African low-cost carrier Fastjet's directors have expressed strong reservations over the company's ability to survive, after it turned in operating losses of $53 million over an 18-month period.
Fastjet's revenues for the period, to 31 December 2012, reached only $21 million while operating costs hit $74 million.
In a financial statement the company acknowledges that it has operated at a loss, with a heavy cash outflow, since taking over the aviation division of Lonrho, including its Fly540 airline, in June 2012.
Fastjet replaced the Tanzanian operation of Fly540. It says the remaining Fly540 businesses, in Angola, Ghana and Kenya, have all "seriously underperformed".
Although the carrier has taken measures to preserve cash and seek additional finance - including a funding agreement with a US asset management firm - it says it needs to secure additional funding to "ensure operations can continue for the foreseeable future".

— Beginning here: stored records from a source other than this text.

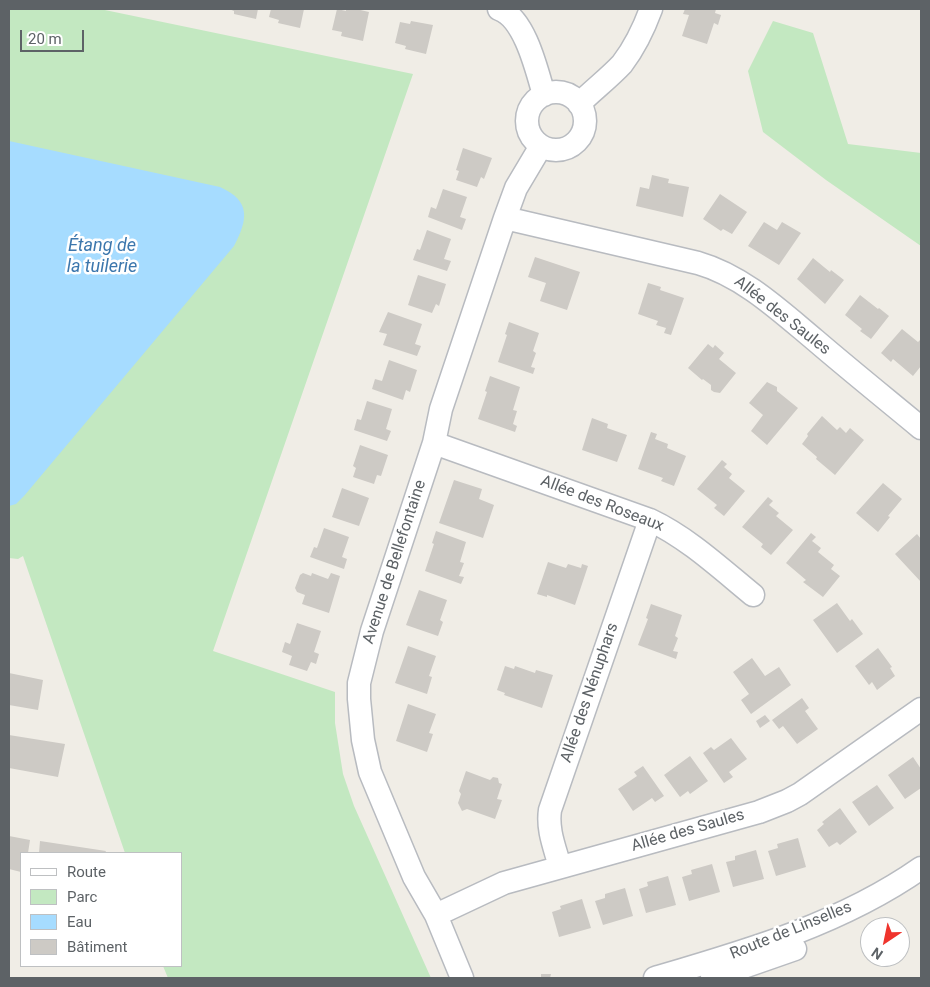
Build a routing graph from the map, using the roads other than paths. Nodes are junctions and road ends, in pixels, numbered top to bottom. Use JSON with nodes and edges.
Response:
{"nodes":[{"id":1,"x":503,"y":9,"type":"edge"},
{"id":2,"x":651,"y":9,"type":"edge"},
{"id":3,"x":544,"y":95,"type":"junction"},
{"id":4,"x":579,"y":104,"type":"junction"},
{"id":5,"x":541,"y":146,"type":"junction"},
{"id":6,"x":505,"y":218,"type":"junction"},
{"id":7,"x":921,"y":428,"type":"edge"},
{"id":8,"x":434,"y":443,"type":"junction"},
{"id":9,"x":650,"y":520,"type":"junction"},
{"id":10,"x":753,"y":595,"type":"dead end"},
{"id":11,"x":921,"y":709,"type":"edge"},
{"id":12,"x":560,"y":867,"type":"junction"},
{"id":13,"x":921,"y":868,"type":"edge"},
{"id":14,"x":921,"y":887,"type":"edge"},
{"id":15,"x":436,"y":915,"type":"junction"},
{"id":16,"x":462,"y":978,"type":"edge"},
{"id":17,"x":654,"y":978,"type":"edge"},
{"id":18,"x":712,"y":978,"type":"edge"}],
"edges":[{"from":1,"to":3,"type":"street"},
{"from":2,"to":4,"type":"street"},
{"from":3,"to":4,"type":"street"},
{"from":3,"to":5,"type":"street"},
{"from":4,"to":5,"type":"street"},
{"from":5,"to":6,"type":"street","name":"Avenue de Bellefontaine"},
{"from":6,"to":7,"type":"street","name":"Allée des Saules"},
{"from":6,"to":8,"type":"street","name":"Avenue de Bellefontaine"},
{"from":8,"to":9,"type":"street","name":"Allée des Roseaux"},
{"from":8,"to":15,"type":"street","name":"Avenue de Bellefontaine"},
{"from":9,"to":10,"type":"street","name":"Allée des Roseaux"},
{"from":9,"to":12,"type":"street","name":"Allée des Nénuphars"},
{"from":11,"to":12,"type":"street","name":"Allée des Saules"},
{"from":12,"to":15,"type":"street","name":"Allée des Saules"},
{"from":13,"to":17,"type":"street","name":"Route de Linselles"},
{"from":14,"to":18,"type":"street","name":"Route de Linselles"},
{"from":15,"to":16,"type":"street","name":"Avenue de Bellefontaine"}]}
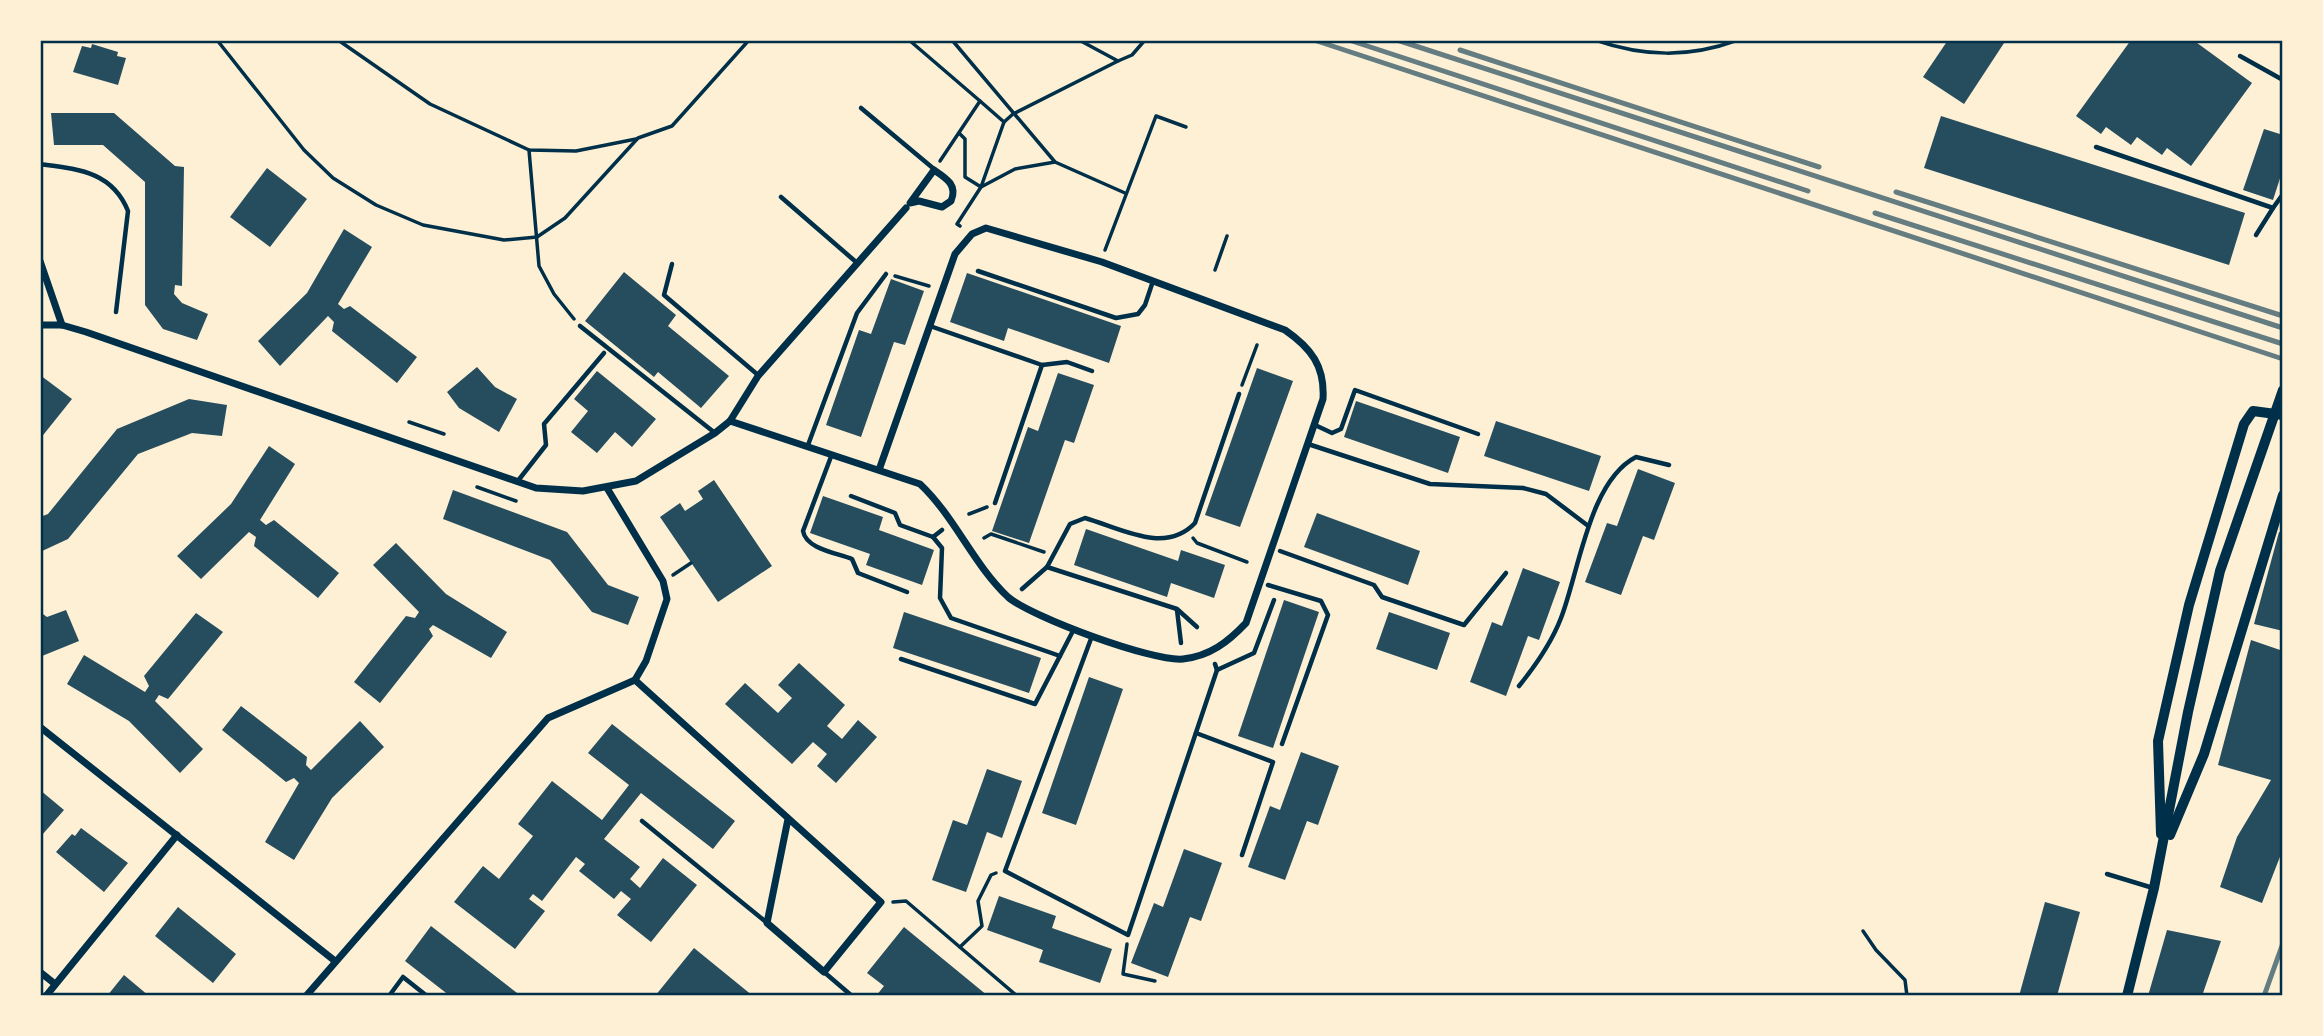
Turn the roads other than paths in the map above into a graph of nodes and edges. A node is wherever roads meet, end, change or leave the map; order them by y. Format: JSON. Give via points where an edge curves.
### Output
{"nodes":[{"id":1,"x":2240,"y":56,"type":"dead end"},
{"id":2,"x":2283,"y":80,"type":"edge"},
{"id":3,"x":861,"y":108,"type":"dead end"},
{"id":4,"x":2096,"y":146,"type":"dead end"},
{"id":5,"x":40,"y":164,"type":"edge"},
{"id":6,"x":934,"y":170,"type":"junction"},
{"id":7,"x":2283,"y":194,"type":"edge"},
{"id":8,"x":781,"y":197,"type":"dead end"},
{"id":9,"x":908,"y":206,"type":"junction"},
{"id":10,"x":2273,"y":208,"type":"junction"},
{"id":11,"x":2256,"y":235,"type":"dead end"},
{"id":12,"x":40,"y":261,"type":"edge"},
{"id":13,"x":856,"y":262,"type":"junction"},
{"id":14,"x":672,"y":264,"type":"dead end"},
{"id":15,"x":978,"y":271,"type":"dead end"},
{"id":16,"x":886,"y":274,"type":"road end"},
{"id":17,"x":1153,"y":281,"type":"junction"},
{"id":18,"x":116,"y":312,"type":"dead end"},
{"id":19,"x":40,"y":325,"type":"edge"},
{"id":20,"x":62,"y":325,"type":"junction"},
{"id":21,"x":580,"y":326,"type":"road end"},
{"id":22,"x":930,"y":326,"type":"junction"},
{"id":23,"x":604,"y":353,"type":"dead end"},
{"id":24,"x":1042,"y":365,"type":"junction"},
{"id":25,"x":1092,"y":371,"type":"dead end"},
{"id":26,"x":758,"y":376,"type":"junction"},
{"id":27,"x":2283,"y":390,"type":"edge"},
{"id":28,"x":1239,"y":394,"type":"road end"},
{"id":29,"x":2283,"y":415,"type":"edge"},
{"id":30,"x":730,"y":421,"type":"junction"},
{"id":31,"x":1314,"y":425,"type":"junction"},
{"id":32,"x":715,"y":433,"type":"junction"},
{"id":33,"x":1478,"y":434,"type":"dead end"},
{"id":34,"x":1307,"y":444,"type":"junction"},
{"id":35,"x":808,"y":445,"type":"junction"},
{"id":36,"x":832,"y":453,"type":"junction"},
{"id":37,"x":1669,"y":465,"type":"dead end"},
{"id":38,"x":879,"y":470,"type":"junction"},
{"id":39,"x":517,"y":482,"type":"junction"},
{"id":40,"x":607,"y":488,"type":"junction"},
{"id":41,"x":2283,"y":495,"type":"edge"},
{"id":42,"x":851,"y":496,"type":"dead end"},
{"id":43,"x":995,"y":503,"type":"road end"},
{"id":44,"x":1587,"y":525,"type":"junction"},
{"id":45,"x":942,"y":530,"type":"dead end"},
{"id":46,"x":933,"y":537,"type":"junction"},
{"id":47,"x":1280,"y":551,"type":"dead end"},
{"id":48,"x":1047,"y":566,"type":"junction"},
{"id":49,"x":1506,"y":573,"type":"dead end"},
{"id":50,"x":1268,"y":585,"type":"dead end"},
{"id":51,"x":1022,"y":589,"type":"dead end"},
{"id":52,"x":907,"y":592,"type":"dead end"},
{"id":53,"x":1274,"y":600,"type":"dead end"},
{"id":54,"x":1177,"y":609,"type":"junction"},
{"id":55,"x":1197,"y":627,"type":"dead end"},
{"id":56,"x":1074,"y":628,"type":"junction"},
{"id":57,"x":1092,"y":635,"type":"junction"},
{"id":58,"x":1181,"y":643,"type":"dead end"},
{"id":59,"x":1060,"y":656,"type":"junction"},
{"id":60,"x":901,"y":659,"type":"dead end"},
{"id":61,"x":1215,"y":664,"type":"dead end"},
{"id":62,"x":1217,"y":670,"type":"junction"},
{"id":63,"x":635,"y":680,"type":"junction"},
{"id":64,"x":1519,"y":686,"type":"dead end"},
{"id":65,"x":40,"y":727,"type":"edge"},
{"id":66,"x":1196,"y":733,"type":"junction"},
{"id":67,"x":1282,"y":744,"type":"dead end"},
{"id":68,"x":788,"y":818,"type":"junction"},
{"id":69,"x":642,"y":821,"type":"dead end"},
{"id":70,"x":177,"y":835,"type":"junction"},
{"id":71,"x":2162,"y":854,"type":"junction"},
{"id":72,"x":1242,"y":855,"type":"dead end"},
{"id":73,"x":2107,"y":874,"type":"dead end"},
{"id":74,"x":2154,"y":888,"type":"junction"},
{"id":75,"x":767,"y":923,"type":"junction"},
{"id":76,"x":335,"y":961,"type":"junction"},
{"id":77,"x":40,"y":972,"type":"edge"},
{"id":78,"x":824,"y":972,"type":"junction"},
{"id":79,"x":55,"y":984,"type":"junction"},
{"id":80,"x":46,"y":996,"type":"edge"},
{"id":81,"x":306,"y":996,"type":"edge"},
{"id":82,"x":389,"y":996,"type":"edge"},
{"id":83,"x":427,"y":996,"type":"edge"},
{"id":84,"x":852,"y":996,"type":"edge"},
{"id":85,"x":2127,"y":996,"type":"edge"}],
"edges":[{"from":1,"to":2,"type":"lane"},
{"from":3,"to":6,"type":"lane"},
{"from":4,"to":10,"type":"lane"},
{"from":5,"to":18,"type":"lane","via":[[94,173],[124,201],[128,211]]},
{"from":6,"to":9,"type":"street"},
{"from":6,"to":9,"type":"street","via":[[951,183],[951,201],[942,207],[919,201]]},
{"from":7,"to":10,"type":"lane"},
{"from":8,"to":13,"type":"lane"},
{"from":9,"to":13,"type":"street"},
{"from":10,"to":11,"type":"lane"},
{"from":12,"to":20,"type":"street"},
{"from":13,"to":26,"type":"street"},
{"from":14,"to":26,"type":"lane","via":[[664,295]]},
{"from":15,"to":17,"type":"lane","via":[[1116,318],[1138,314]]},
{"from":16,"to":35,"type":"lane","via":[[857,313]]},
{"from":17,"to":22,"type":"street","via":[[986,228],[972,234],[955,254]]},
{"from":17,"to":31,"type":"street","via":[[1285,330],[1305,344],[1324,379]]},
{"from":19,"to":20,"type":"street"},
{"from":20,"to":39,"type":"street"},
{"from":21,"to":32,"type":"lane"},
{"from":22,"to":24,"type":"lane"},
{"from":22,"to":38,"type":"street"},
{"from":23,"to":39,"type":"lane","via":[[544,424],[546,445]]},
{"from":24,"to":25,"type":"lane","via":[[1067,362]]},
{"from":24,"to":43,"type":"lane"},
{"from":26,"to":30,"type":"street"},
{"from":27,"to":71,"type":"street","via":[[2220,570]]},
{"from":28,"to":48,"type":"lane","via":[[1195,523],[1187,531],[1161,540],[1085,518],[1070,524]]},
{"from":29,"to":71,"type":"street","via":[[2253,411],[2244,424],[2189,605],[2158,741]]},
{"from":30,"to":32,"type":"street"},
{"from":30,"to":35,"type":"street"},
{"from":31,"to":33,"type":"lane","via":[[1332,433],[1340,429],[1355,390]]},
{"from":31,"to":34,"type":"street"},
{"from":32,"to":40,"type":"street","via":[[654,472]]},
{"from":34,"to":44,"type":"lane","via":[[1430,485],[1523,488],[1546,494]]},
{"from":34,"to":57,"type":"street","via":[[1245,623],[1230,640],[1211,652],[1183,659],[1163,658]]},
{"from":35,"to":36,"type":"street"},
{"from":36,"to":38,"type":"street"},
{"from":36,"to":52,"type":"lane","via":[[804,538],[852,559],[858,573]]},
{"from":37,"to":44,"type":"lane","via":[[1636,457],[1620,465]]},
{"from":38,"to":56,"type":"street","via":[[920,484],[939,501],[994,582],[1011,599]]},
{"from":39,"to":40,"type":"street","via":[[560,491]]},
{"from":40,"to":63,"type":"street","via":[[666,591],[650,650]]},
{"from":41,"to":71,"type":"street","via":[[2204,754]]},
{"from":42,"to":46,"type":"lane","via":[[895,513],[900,525]]},
{"from":44,"to":64,"type":"lane","via":[[1561,619],[1544,654]]},
{"from":45,"to":46,"type":"lane"},
{"from":46,"to":59,"type":"lane","via":[[942,548],[940,598],[951,618]]},
{"from":47,"to":49,"type":"lane","via":[[1374,585],[1382,597],[1464,625]]},
{"from":48,"to":51,"type":"lane"},
{"from":48,"to":54,"type":"lane"},
{"from":50,"to":67,"type":"lane","via":[[1321,601],[1328,615]]},
{"from":53,"to":62,"type":"lane","via":[[1254,653]]},
{"from":54,"to":55,"type":"lane"},
{"from":54,"to":58,"type":"lane"},
{"from":56,"to":57,"type":"street"},
{"from":56,"to":59,"type":"lane"},
{"from":57,"to":66,"type":"lane","via":[[1005,871],[1128,935]]},
{"from":59,"to":60,"type":"lane","via":[[1035,704]]},
{"from":61,"to":62,"type":"lane"},
{"from":62,"to":66,"type":"lane"},
{"from":63,"to":68,"type":"street"},
{"from":63,"to":76,"type":"street","via":[[548,718]]},
{"from":65,"to":70,"type":"street"},
{"from":66,"to":72,"type":"lane","via":[[1273,762]]},
{"from":68,"to":75,"type":"street"},
{"from":68,"to":78,"type":"street","via":[[881,902]]},
{"from":69,"to":75,"type":"lane"},
{"from":70,"to":76,"type":"street"},
{"from":70,"to":79,"type":"street"},
{"from":71,"to":74,"type":"street"},
{"from":73,"to":74,"type":"lane"},
{"from":74,"to":85,"type":"street"},
{"from":75,"to":78,"type":"street"},
{"from":76,"to":81,"type":"street"},
{"from":77,"to":79,"type":"street"},
{"from":78,"to":84,"type":"lane"},
{"from":79,"to":80,"type":"street"},
{"from":82,"to":83,"type":"lane","via":[[403,977]]}]}
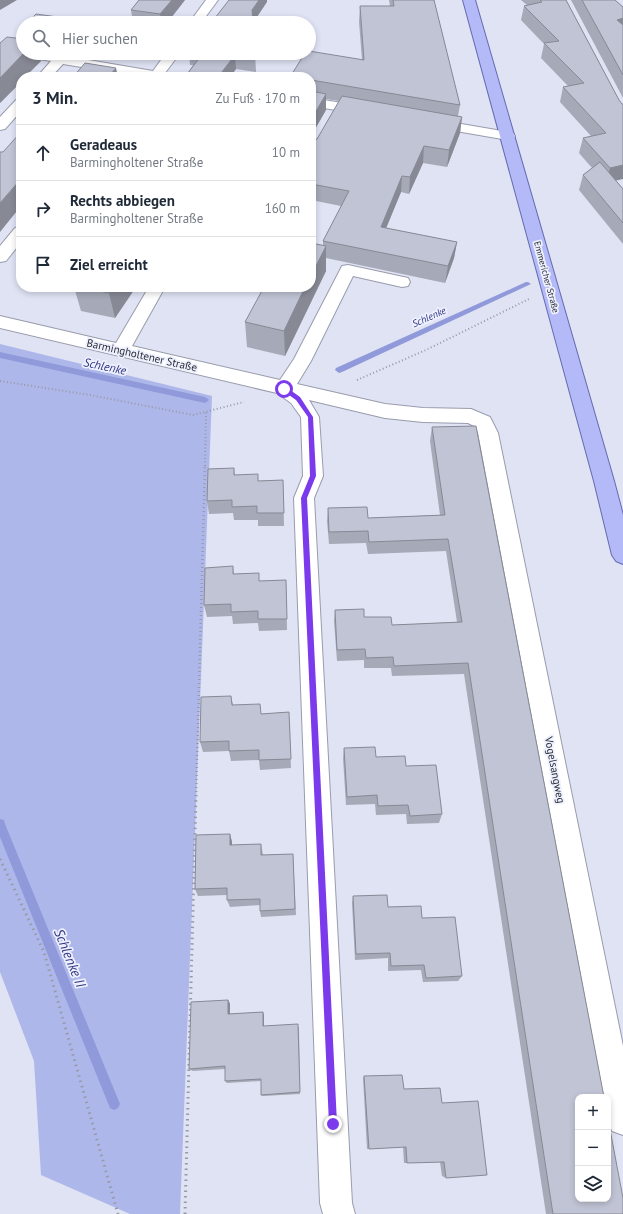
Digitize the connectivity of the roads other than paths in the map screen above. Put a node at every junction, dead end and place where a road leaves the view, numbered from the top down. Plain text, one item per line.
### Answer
1 (212, 0) edge
2 (469, 0) edge
3 (200, 16) edge
4 (8, 50) edge
5 (16, 52) edge
6 (59, 60) edge
7 (66, 60) edge
8 (168, 60) edge
9 (48, 72) edge
10 (133, 72) edge
11 (158, 72) edge
12 (316, 103) edge
13 (337, 106) junction
14 (16, 108) edge
15 (382, 114) edge
16 (330, 119) edge
17 (418, 120) edge
18 (0, 126) edge
19 (508, 136) junction
20 (16, 237) edge
21 (0, 256) edge
22 (402, 282) dead end
23 (154, 292) edge
24 (0, 322) edge
25 (121, 350) junction
26 (274, 386) junction
27 (483, 422) joint
28 (623, 555) edge
29 (623, 1120) edge
30 (339, 1214) edge

1 - 3 street
2 - 19 main road, Emmericher Straße
4 - 5 street
6 - 9 street
7 - 10 street
8 - 11 street
12 - 13 street
13 - 15 street
13 - 16 street
14 - 18 street
17 - 19 street
19 - 28 main road, Emmericher Straße
20 - 21 street
22 - 26 street
23 - 25 street
24 - 25 street, Barmingholtener Straße
25 - 26 street, Barmingholtener Straße
26 - 27 street, Barmingholtener Straße
26 - 30 street, Barmingholtener Straße
27 - 29 street, Vogelsangweg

Fastjet could raise equity or dispose of affiliated shareholdings, it says. But it warns that various risk factors represent a "material uncertainty that casts significant doubt upon the group's ability to continue as a going concern", although it says its directors have a "reasonable expectation" that it will have access to "adequate resources" to continue.
The airline launched operations from Tanzania in November 2012
It says international route rights from Tanzania are "critical" to its success but have been held up by "bureaucracy and protectionism" - but expects them to be available in the next two months.
Fastjet's board also views South Africa as a "significant opportunity" and has been pursuing discussions with local entities to support market entry.